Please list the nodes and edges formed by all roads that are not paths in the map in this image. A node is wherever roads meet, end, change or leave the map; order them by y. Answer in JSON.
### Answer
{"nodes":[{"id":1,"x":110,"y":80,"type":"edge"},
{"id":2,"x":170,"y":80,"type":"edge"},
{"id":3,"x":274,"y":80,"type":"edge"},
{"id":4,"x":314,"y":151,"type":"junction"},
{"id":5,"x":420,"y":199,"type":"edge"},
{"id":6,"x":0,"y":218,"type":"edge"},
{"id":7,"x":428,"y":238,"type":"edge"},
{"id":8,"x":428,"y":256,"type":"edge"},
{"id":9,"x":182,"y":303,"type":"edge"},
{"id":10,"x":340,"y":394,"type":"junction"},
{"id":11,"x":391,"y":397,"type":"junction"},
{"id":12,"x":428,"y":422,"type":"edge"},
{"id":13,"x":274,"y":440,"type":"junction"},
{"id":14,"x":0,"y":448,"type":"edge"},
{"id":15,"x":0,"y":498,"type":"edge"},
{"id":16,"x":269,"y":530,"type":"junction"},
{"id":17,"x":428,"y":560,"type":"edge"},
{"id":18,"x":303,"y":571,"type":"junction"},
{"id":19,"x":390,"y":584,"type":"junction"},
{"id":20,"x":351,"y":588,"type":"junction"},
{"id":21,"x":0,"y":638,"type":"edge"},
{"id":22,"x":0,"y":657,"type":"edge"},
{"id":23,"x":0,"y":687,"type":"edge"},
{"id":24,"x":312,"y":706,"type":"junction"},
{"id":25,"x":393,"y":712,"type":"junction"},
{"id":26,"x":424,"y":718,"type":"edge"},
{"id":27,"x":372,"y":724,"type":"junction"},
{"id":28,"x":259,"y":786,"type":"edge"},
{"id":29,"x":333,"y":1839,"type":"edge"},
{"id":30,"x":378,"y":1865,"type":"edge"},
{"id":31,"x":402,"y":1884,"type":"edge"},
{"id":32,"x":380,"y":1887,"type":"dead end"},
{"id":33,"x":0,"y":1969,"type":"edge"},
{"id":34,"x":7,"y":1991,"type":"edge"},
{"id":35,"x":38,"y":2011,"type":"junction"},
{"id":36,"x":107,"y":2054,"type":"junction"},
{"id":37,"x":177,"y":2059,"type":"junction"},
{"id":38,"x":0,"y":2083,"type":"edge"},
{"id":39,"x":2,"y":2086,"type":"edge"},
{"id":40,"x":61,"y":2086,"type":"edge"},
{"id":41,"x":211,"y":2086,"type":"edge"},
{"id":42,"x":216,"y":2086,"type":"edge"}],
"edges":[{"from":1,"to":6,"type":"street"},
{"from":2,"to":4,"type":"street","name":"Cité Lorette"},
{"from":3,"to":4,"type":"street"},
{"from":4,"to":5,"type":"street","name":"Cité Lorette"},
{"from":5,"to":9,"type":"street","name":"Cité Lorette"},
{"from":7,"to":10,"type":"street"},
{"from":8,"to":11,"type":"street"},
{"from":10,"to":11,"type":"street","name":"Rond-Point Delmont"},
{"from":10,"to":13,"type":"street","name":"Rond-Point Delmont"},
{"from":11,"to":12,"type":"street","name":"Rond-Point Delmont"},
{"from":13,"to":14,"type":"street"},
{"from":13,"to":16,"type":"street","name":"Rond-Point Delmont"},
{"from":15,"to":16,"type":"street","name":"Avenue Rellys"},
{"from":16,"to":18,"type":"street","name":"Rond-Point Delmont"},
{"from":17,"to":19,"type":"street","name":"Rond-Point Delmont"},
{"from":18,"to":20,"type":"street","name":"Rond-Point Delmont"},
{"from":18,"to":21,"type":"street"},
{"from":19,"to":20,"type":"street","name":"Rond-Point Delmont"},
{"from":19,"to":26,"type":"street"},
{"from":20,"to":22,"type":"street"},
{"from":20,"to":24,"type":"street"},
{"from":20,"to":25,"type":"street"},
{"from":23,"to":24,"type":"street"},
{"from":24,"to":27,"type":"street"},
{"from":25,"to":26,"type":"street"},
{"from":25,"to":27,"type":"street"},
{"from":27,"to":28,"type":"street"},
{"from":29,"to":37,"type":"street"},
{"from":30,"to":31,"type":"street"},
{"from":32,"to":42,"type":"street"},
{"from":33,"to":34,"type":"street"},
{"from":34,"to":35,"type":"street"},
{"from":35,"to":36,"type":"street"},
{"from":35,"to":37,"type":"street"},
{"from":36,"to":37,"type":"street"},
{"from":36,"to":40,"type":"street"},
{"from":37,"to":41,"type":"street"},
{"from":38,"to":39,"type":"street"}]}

• What to produce:
Filter the records for lines containing the word "edges" and copy each one.

• Exercise solution:
Please list the nodes and edges formed by all roads that are not paths in the map in this image. A node is wherever roads meet, end, change or leave the map; order them by y. Answer in JSON.
"edges":[{"from":1,"to":6,"type":"street"},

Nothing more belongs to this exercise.